Post-classical history

German Literature

Poetry of holy war in German survives from Carolingian times, and pilgrimage hymns of the eleventh century anticipate aspects of crusade, but literature that engaged with the idea and reality of the crusades began in the second half of the twelfth century, following the first major involvement of Germans in crusading in the form of the various expeditions that made up the Second Crusade (1147-1149). From the 1180s onward, a lyric of the crusades (songs propagandizing specific military expeditions) exploited the allure of courtly love poetry or expounded the themes of sermons and church pronouncements. Before and after 1200, major narrative works articulated a specifically German conception of crusade as imperial holy war. From the later thirteenth century onward, lyric and narrative texts reflect the decline of the crusading movement up to a last revival in the verse chronicles of the Teutonic Order.

Precrusade Traditions

“Precrusading” literary traditions can only be briefly illustrated. The Old High German Ludwigslied (881/882) adapts ancient traditions of Germanic heroic song to propagate a conception of just war, eulogizing Louis III, king of West Francia, for his victory over Norse invaders at Saucourt in 881. In Old Testament fashion, God punishes the Franks for their sins by sending the Vikings to scourge them, testing the mettle of the king, his chosen leader. Louis heeds God’s summons and leads his penitent men into battle, singing the Kyrie eleison. God’s might gives Louis victory. Though they fight as “God’s vassals,” the warriors’ reward is restricted to the secular. Military service of God in holy war by warriors whose fealty to God is channeled through their allegiance to a sacral monarch will later become a central theme of crusading epic.

Religious lyrics in Middle High German from the years just before the First Crusade (1096-1099) that express a more personal spirituality centered on pilgrimage and the veneration of the Cross survive. The Ezzolied, a song sung on the pilgrimage to Jerusalem led by Bishop Gunther of Bamberg in 1064-1065, expounds the ancient image of life as a voyage to the Heavenly Jerusalem and apostrophizes the Cross, which is the mast of the pilgrims’ boat. A little strophe, In gotes namen fara wir (“We journey in God’s name”), sung by the army of Emperor Henry VI at the battle of Tusculum in 1191, is quoted in sources up to the fifteenth century but may go back to the eleventh century. The full verse is “We journey in God’s name, seeking his grace.
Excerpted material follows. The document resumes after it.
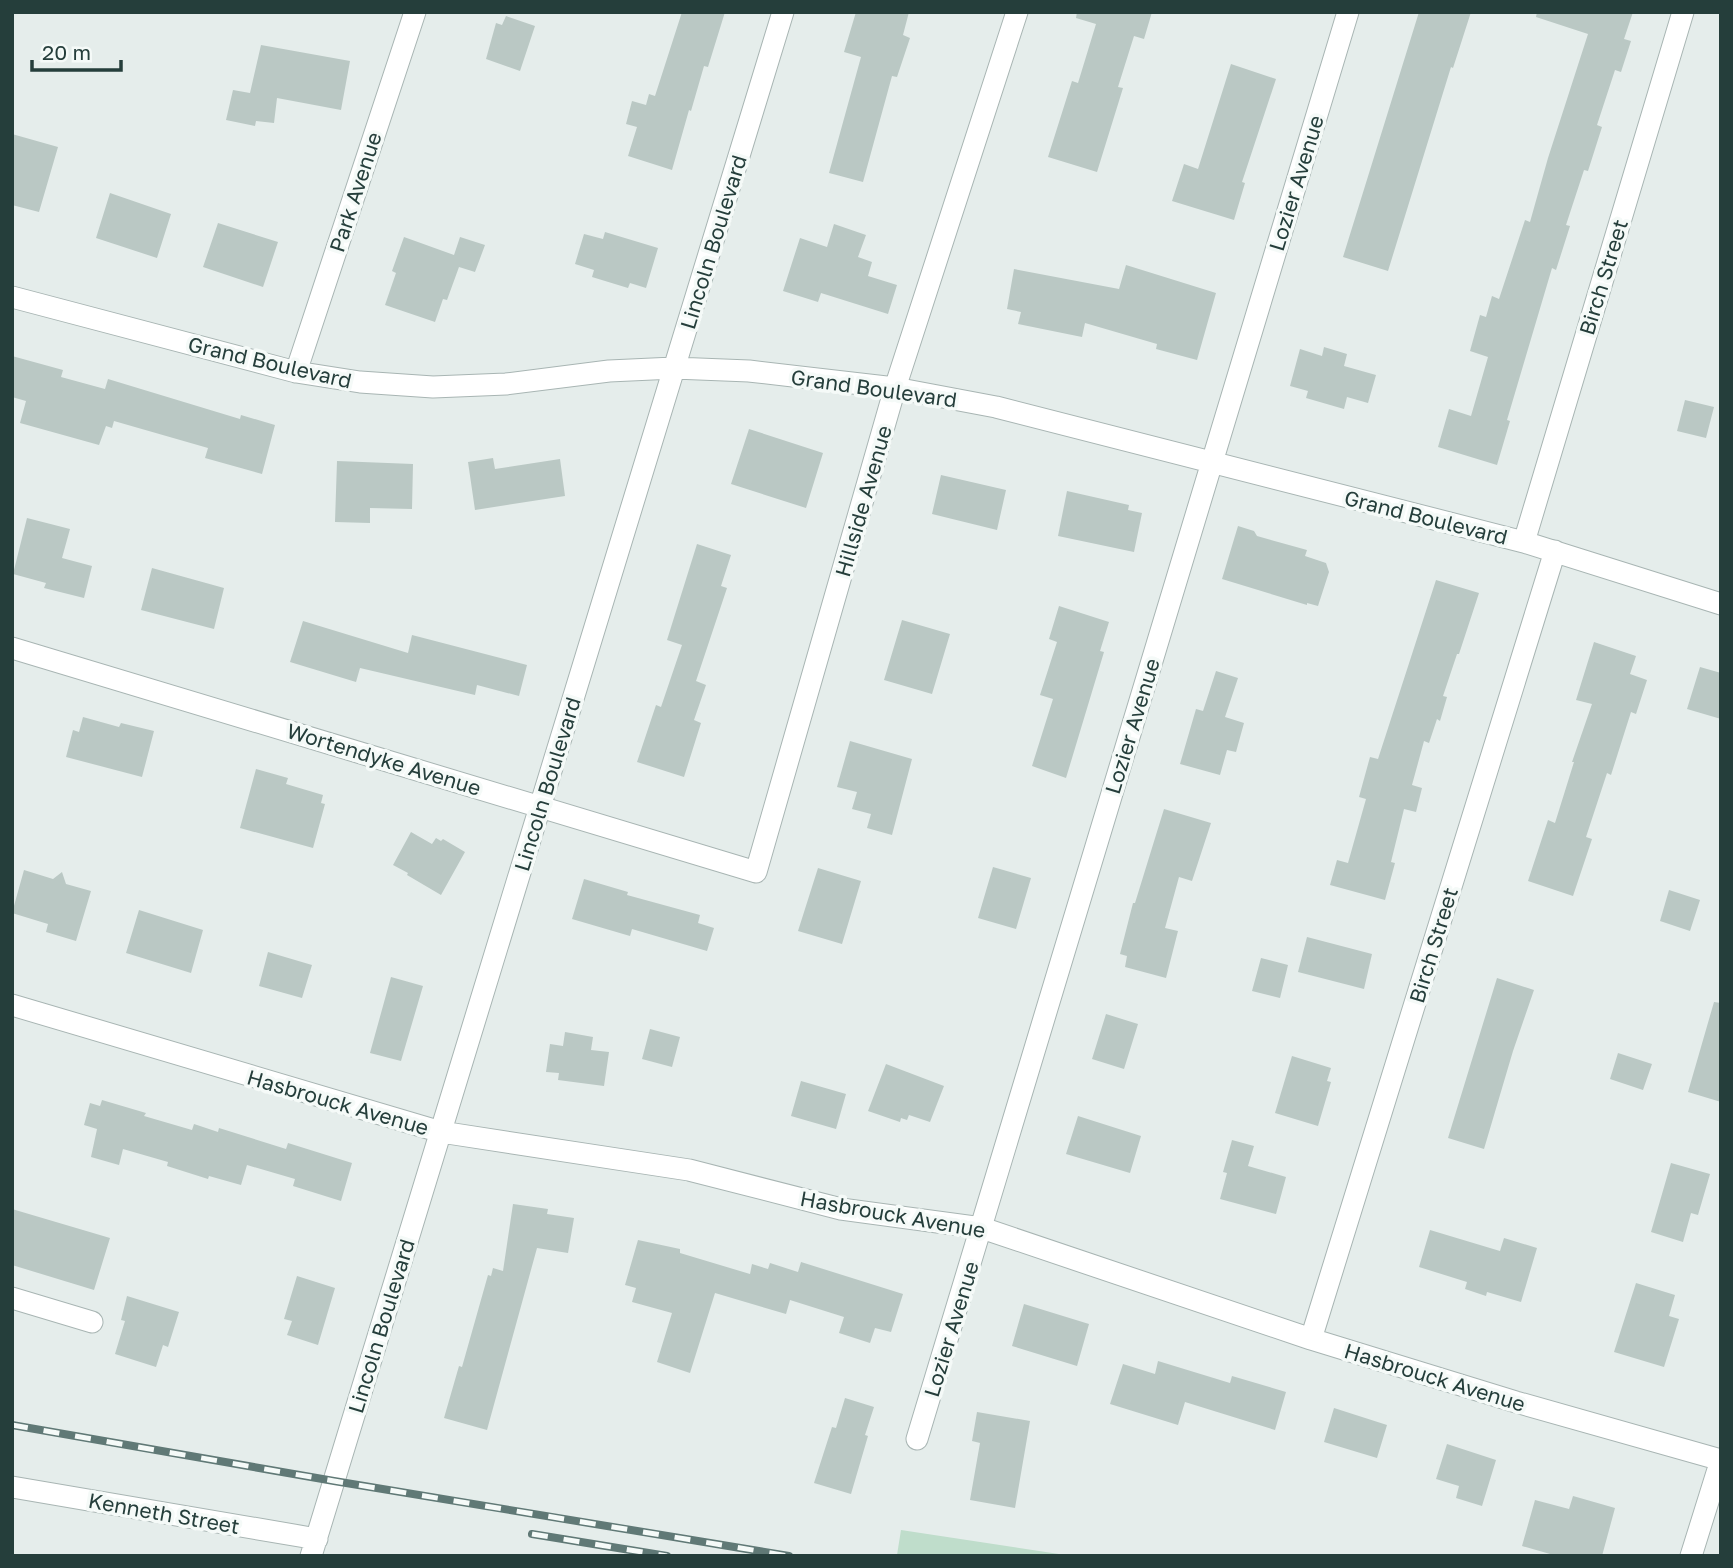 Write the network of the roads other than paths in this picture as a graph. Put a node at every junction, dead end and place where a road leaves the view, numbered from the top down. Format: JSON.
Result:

May His strength aid us, and the Holy Sepulchre in which he was laid. Kyrie eleison” [Müller, Kreuzzugsdichtung, p. 9]. The Middle High German word faren ranges in meaning from going to war to making pilgrimage, setting out on crusade, and traveling in general. The song suggests how fluid the boundaries were between different forms and conceptions of Christian and secular life in the Middle Ages, and how flexible our notions of a literature of crusade should be.

Lyric Poetry

Middle High German lyric, beginning with songs of the Third Crusade (1189-1192), relates most closely to major historical expeditions to the Holy Land and thus matches a strict definition of literature of the crusades. The 1180s saw a first flowering of courtly love lyric at the imperial German court, and poets in the entourage of Emperor Frederick I Barbarossa responded with propaganda songs when he took the cross in 1187. Friedrich von Hausen, well documented as a soldier and diplomat in the service of Barbarossa and his son Henry VI, borrowed the melody of an Old French lyric by Conon de Béthune and with it the motif of conflict between heart, in thrall to a lady, and body, committed to service of God. In two further songs, Hausen resolves the conflict by contrasting the sure rewards of divine love with the foolish deceit of secular passions. This model is imitated by Heinrich von Rugge, notably in a long lament for the death of Barbarossa. Albrecht von Johansdorf, in another imitation of Conon’s song, offers an alternative rationale for the knight caught between worldly and divine love. In his songs, the beloved woman reinforces the crusader’s commitment and hope thus to share in his spiritual reward.

These alternative ways of exploiting the cultural allure of courtly love poetry for the propagation of crusade are developed in songs that relate to the crusade of 1197. The poets Reinmar (der Alte), at the Austrian ducal court, and Otto von Botenlauben, in the service of Henry VI, composed elegant variations on the theme of the divided self. Hartmann von Aue exploits both approaches in songs that vehemently renounce courtly love and love-song or that recruit the courtly lady to send her lover on crusade and claim half his reward. Hartmann’s songs are innovative in their fervent expression of a personal spiritual conversion prompted by the death of his (unidentified) lord, which impels him to fight “in Christ’s host.”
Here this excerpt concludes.